In a way, I think people need to also think. I understand that, okay, let’s then talk about this issue in a so positive way that like nobody would even understand that there is like a problem at all. But is that our goal? If we want to make WordPress ecosystem more secure, we need to talk about those issues.
There are issues and these issues are being solved, and we are showing that there is like increased effort in solving those. Let’s talk about those things. We shouldn’t just let’s try to somehow sugar coat it in a way or[00:56:17] Nathan Wrigley: Thank you. I will definitely mention both of those articles in the show notes. We’re going to have to round it up because we’re approaching the amount of time that we’ve got. Before we go though, obviously we know that you’re at Patchstack, which is at patchstack.com. But should anybody wish to reach out to you personally, are there any good ways for people to do that? [00:56:38] Oliver Sild: Yeah, anyone can reach out to me on Twitter. I think that’s the easiest way to reach out either DM or just tag me. It’s @oliversild. And then yeah, if you want to look at what we are doing. If you’re a plugin developer, you can always get like security testing for you’re plugin through Patchstack. If you’re an agency and you want to have security overview and a vulnerability overview, every single website that you have across your portfolio, then you can use Patchstack for that.

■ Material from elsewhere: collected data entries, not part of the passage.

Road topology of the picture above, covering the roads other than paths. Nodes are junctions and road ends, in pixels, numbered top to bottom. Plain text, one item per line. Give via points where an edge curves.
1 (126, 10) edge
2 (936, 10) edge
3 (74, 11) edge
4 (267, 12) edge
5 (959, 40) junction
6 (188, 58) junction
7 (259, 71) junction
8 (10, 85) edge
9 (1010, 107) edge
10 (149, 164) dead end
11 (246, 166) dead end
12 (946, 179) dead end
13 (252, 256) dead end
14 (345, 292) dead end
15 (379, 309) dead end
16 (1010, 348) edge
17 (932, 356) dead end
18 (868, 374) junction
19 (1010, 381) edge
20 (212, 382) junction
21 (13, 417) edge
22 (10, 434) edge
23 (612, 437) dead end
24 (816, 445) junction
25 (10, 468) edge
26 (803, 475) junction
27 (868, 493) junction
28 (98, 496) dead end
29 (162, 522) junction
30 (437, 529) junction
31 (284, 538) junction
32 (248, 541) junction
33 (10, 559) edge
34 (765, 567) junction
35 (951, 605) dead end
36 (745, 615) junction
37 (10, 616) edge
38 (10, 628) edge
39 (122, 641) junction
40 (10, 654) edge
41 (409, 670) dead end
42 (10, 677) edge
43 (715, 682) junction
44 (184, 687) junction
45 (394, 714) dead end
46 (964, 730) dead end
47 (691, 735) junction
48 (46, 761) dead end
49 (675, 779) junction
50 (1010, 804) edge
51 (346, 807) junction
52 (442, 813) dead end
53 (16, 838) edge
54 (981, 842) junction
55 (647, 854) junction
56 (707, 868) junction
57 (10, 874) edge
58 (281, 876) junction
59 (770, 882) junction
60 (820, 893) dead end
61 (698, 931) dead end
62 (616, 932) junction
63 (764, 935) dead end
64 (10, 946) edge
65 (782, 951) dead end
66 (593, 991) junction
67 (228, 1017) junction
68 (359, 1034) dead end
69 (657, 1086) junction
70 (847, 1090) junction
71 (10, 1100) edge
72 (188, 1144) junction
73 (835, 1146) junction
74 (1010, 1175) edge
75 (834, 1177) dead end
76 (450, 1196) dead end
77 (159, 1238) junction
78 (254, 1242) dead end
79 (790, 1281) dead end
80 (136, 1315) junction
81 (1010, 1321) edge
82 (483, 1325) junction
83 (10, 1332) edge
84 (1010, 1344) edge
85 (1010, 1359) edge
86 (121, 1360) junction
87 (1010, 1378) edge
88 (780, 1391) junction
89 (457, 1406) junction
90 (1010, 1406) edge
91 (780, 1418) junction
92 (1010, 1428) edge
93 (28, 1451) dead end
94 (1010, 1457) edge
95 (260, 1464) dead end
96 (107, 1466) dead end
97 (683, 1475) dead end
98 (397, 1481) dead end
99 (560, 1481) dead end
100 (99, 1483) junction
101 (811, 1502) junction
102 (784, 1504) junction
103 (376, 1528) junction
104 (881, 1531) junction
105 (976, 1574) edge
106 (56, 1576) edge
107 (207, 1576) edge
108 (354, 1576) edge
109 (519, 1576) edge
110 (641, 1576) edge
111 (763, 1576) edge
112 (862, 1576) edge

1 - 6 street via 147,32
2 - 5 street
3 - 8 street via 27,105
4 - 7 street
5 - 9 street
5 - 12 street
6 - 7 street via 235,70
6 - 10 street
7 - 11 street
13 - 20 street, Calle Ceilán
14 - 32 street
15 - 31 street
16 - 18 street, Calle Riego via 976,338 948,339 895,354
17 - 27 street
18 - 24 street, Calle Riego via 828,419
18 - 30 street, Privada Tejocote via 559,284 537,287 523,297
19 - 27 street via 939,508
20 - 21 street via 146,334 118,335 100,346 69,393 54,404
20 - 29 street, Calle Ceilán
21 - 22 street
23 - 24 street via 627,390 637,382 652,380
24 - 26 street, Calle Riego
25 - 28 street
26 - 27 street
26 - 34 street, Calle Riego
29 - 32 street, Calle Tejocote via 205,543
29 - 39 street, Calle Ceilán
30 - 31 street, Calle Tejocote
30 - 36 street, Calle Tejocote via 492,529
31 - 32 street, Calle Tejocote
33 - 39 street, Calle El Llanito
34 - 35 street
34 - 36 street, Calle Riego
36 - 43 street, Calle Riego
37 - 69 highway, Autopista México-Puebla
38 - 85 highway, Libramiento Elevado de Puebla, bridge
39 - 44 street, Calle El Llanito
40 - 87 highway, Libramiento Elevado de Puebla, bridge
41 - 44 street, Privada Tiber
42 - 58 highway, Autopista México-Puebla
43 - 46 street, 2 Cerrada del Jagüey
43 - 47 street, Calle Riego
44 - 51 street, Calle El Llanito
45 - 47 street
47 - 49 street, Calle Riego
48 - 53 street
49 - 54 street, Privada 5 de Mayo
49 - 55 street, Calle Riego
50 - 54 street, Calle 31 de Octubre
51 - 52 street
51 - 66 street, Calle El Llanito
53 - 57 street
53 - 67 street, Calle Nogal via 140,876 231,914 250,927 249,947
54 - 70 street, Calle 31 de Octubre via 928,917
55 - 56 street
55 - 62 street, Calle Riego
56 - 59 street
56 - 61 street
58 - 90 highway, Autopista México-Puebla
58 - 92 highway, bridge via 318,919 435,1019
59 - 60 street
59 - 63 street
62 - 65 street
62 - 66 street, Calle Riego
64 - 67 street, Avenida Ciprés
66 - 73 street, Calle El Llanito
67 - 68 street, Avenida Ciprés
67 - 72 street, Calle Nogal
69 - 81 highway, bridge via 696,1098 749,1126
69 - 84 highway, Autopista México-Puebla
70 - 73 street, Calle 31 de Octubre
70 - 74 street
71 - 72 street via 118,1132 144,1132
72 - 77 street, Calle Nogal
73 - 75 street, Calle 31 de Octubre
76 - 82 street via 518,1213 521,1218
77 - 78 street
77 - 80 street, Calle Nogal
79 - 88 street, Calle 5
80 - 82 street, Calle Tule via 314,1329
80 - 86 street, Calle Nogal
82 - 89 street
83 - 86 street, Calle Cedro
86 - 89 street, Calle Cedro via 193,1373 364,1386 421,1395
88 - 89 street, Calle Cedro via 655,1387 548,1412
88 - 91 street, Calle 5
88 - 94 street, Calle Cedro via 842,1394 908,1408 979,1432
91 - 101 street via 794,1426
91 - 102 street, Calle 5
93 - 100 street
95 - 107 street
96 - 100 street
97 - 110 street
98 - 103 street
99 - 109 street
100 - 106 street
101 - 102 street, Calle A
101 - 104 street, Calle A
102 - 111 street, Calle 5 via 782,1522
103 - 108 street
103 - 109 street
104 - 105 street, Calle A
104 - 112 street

And for hosting companies, we also have so they would always know if new vulnerabilities are being reported to us by the ethical hackers community. Or if we are adding new items to the database from any other sources. So Patchstack database, Patchstack audits. We’re basically doing anything around WordPress plugins and trying to make the whole ecosystem more secure.[00:57:31] Nathan Wrigley: Oliver Sild, thank you very much for joining me on the podcast. [00:57:35] Oliver Sild: Thanks Nathan.